Ha quindi preso la parola il generale Bossa, che ha richiamato i valori identitari della “Sassari” ai quali i militari del Reparto dovranno ispirarsi, esortandoli a guardare al vessillo tricolore appena concesso come a «un elemento, non solo simbolico, attorno a cui stringersi tutti insieme, come recita il grido della Brigata Sassari, per far fronte alle sfide che ci attendono, alle quali potremo essere chiamati a rispondere con professionalità e tempismo».
È stata inoltre letta la formula del giuramento di fedeltà alla Bandiera di Guerra, decorata di un Ordine militare d’Italia e di una Medaglia di bronzo al Valor Militare.
45° REPARTO COMANDO E SUPPORTI TATTICI “REGGIO” – Scheda Storica
Il Reparto Comando e Supporti Tattici Sassari, che fa risalire le sue tradizioni alla Compagnia di Stato Maggiore della Brigata Sassari sin dalla sua costituzione avvenuta alla vigilia della Prima guerra mondiale, è stato costituito il 1° aprile 1993 per cambio di denominazione della preesistente Compagnia Comando e Trasmissioni, già costituita il 30 luglio 1991. Con la concessione della Bandiera di Guerra del 45° Reggimento Reggio, il Reparto Comando – che da oggi assume la denominazione di 45° Reparto Comando e Supporti Tattici Reggio – ne eredita i colori, le tradizioni, lo stemma araldico e il motto “Con fede ed in silenzio”. Nato nell’Italia preunitaria, il 45° Reggimento, nel periodo che va dal 1908 al 1939, è di stanza a Sassari. Con lo scoppio della Prima guerra mondiale una parte dei suoi quadri viene trasferita a Tempio Pausania per dar vita al 152° Reggimento fanteria della Brigata Sassari. Durante la guerra del 15-18 il 45° Reggimento si distingue sulle impervie vette delle Dolomiti, sul Col di Lana, sul Piave e sul Grappa, dando prova di grande tenacia, saldezza d’animo e spirito di abnegazione, doti che faranno guadagnare al reggimento la Medaglia di Bronzo al Valor Militare. Nel corso del Secondo conflitto mondiale rimane nell’isola fino a novembre del 1943, mese in cui ne viene disposto il trasferimento in Sicilia, dove svolge compiti di sicurezza.
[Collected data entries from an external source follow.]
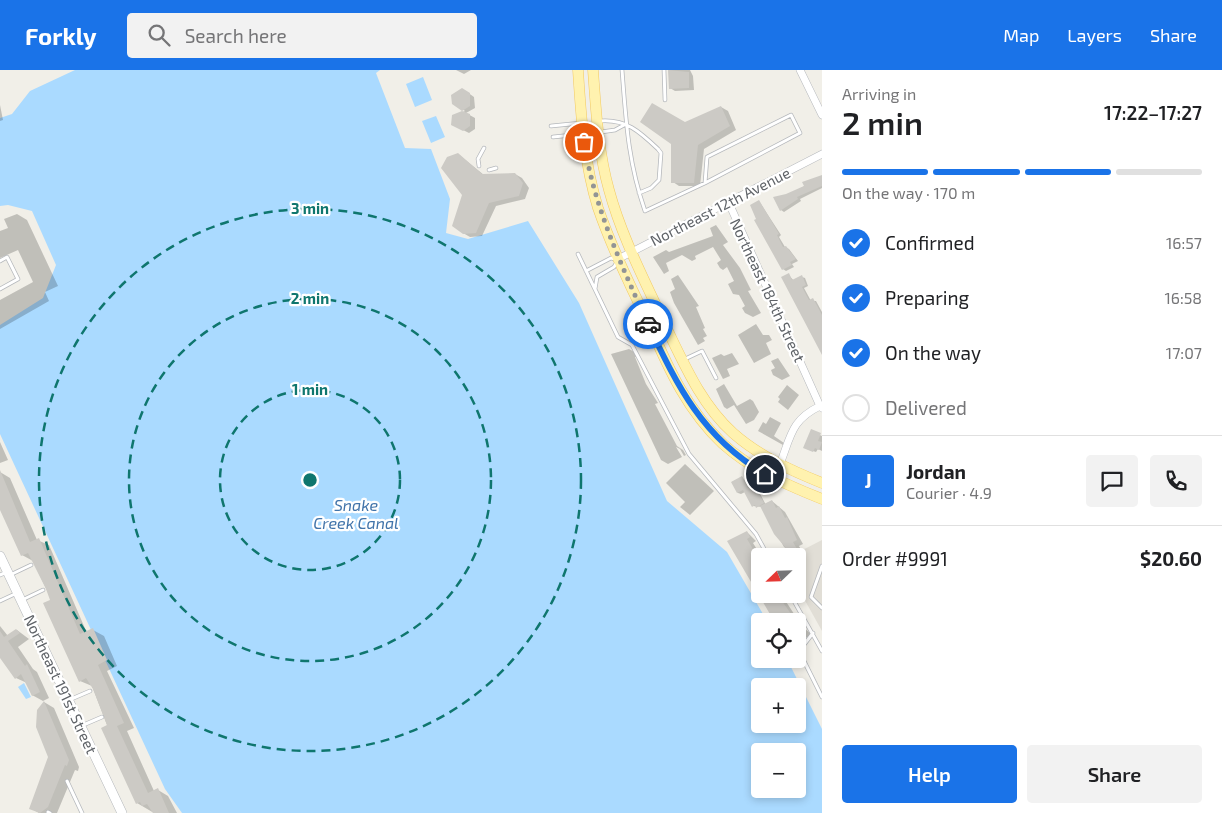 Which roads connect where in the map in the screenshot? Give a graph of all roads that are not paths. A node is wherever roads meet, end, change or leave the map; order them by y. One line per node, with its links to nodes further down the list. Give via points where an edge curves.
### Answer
1 (578, 70): 8 (main road)
2 (593, 70): 11 (main road)
3 (622, 70): 9 (lane)
4 (664, 70): 6 (lane)
5 (800, 70): 7 (street)
6 (665, 100)
7 (822, 115)
8 (582, 123): 10 (lane); 11 (main road); 12 (main road)
9 (628, 125): 11 (lane, via 615,130); 11 (lane, via 614,120); 20 (lane, via 627,141); 20 (lane, via 660,153 659,180)
10 (551, 126)
11 (597, 127): 12 (main road); 22 (main road, via 608,188)
12 (583, 134): 13 (lane); 24 (main road, via 595,196)
13 (553, 137)
14 (484, 148): 16 (lane, via 478,159)
15 (822, 154): 21 (street, Northeast 12th Avenue)
16 (479, 166)
17 (496, 168): 18 (lane)
18 (489, 170)
19 (705, 183): 19 (lane, via 800,133 791,115 708,157); 20 (lane, via 645,211)
20 (639, 193)
21 (728, 201): 22 (street, Northeast 12th Avenue); 31 (street, Northeast 184th Street)
22 (632, 252): 24 (street, Northeast 12th Avenue); 29 (main road)
23 (578, 254): 26 (lane)
24 (618, 259): 26 (lane, via 611,258); 28 (lane, via 614,267 597,277 594,282); 34 (main road, via 675,381 700,420 725,446 754,467 775,480)
25 (0, 261): 27 (lane, via 8,257 18,279)
26 (586, 271): 28 (lane)
27 (0, 289)
28 (596, 292): 35 (lane, via 618,336 632,345 689,454 756,534)
29 (682, 360): 30 (lane, via 702,351); 32 (main road, via 699,392 725,426)
30 (716, 378)
31 (821, 407): 32 (street, via 805,414 794,426)
32 (780, 464): 33 (main road)
33 (822, 483)
34 (822, 499)
35 (764, 548)
36 (0, 556): 39 (street, Northeast 191st Street)
37 (31, 565): 39 (lane)
38 (822, 566): 44 (lane, via 811,597)
39 (5, 574): 41 (street, Northeast 191st Street)
40 (43, 590): 41 (lane)
41 (19, 597): 42 (lane); 49 (street, Northeast 191st Street)
42 (0, 601)
43 (795, 603): 45 (lane)
44 (822, 608)
45 (813, 634): 46 (lane); 48 (lane, via 799,651)
46 (822, 651)
47 (90, 691): 49 (lane)
48 (822, 697)
49 (69, 701): 51 (street, Northeast 191st Street)
50 (102, 717): 51 (lane)
51 (81, 726): 54 (street, Northeast 191st Street)
52 (67, 781): 53 (lane)
53 (82, 813)
54 (122, 813)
Sciolta il 15 giugno 1955, l’unità si ricostituisce nel 1977 a Macomer, in provincia di Nuoro, come 45° Battaglione fanteria Arborea. Nel 1992 partecipa all’operazione “Forza Paris” insieme ai reggimenti della Brigata Sassari. Dopo la trasformazione del battaglione in 45° Reggimento Reggio avvenuta nel 1993, l’unità si scioglie nel 2003 in favore della ricostituzione del 5° Reggimento genio guastatori, di stanza nella caserma “Bechi Luserna” di Macomer. Oggi il 45° Reparto Comando e Supporti Tattici Reggio” che ha sede presso la caserma “Gonzaga” e la Caserma Ficuciello di Sassari, fornisce supporto al Comando Brigata Sassari, garantendone il sostegno logistico, la sicurezza e il sistema delle telecomunicazioni. È articolato su un Comando di reparto, una Compagnia comando e supporto logistico e una Compagnia trasmissioni.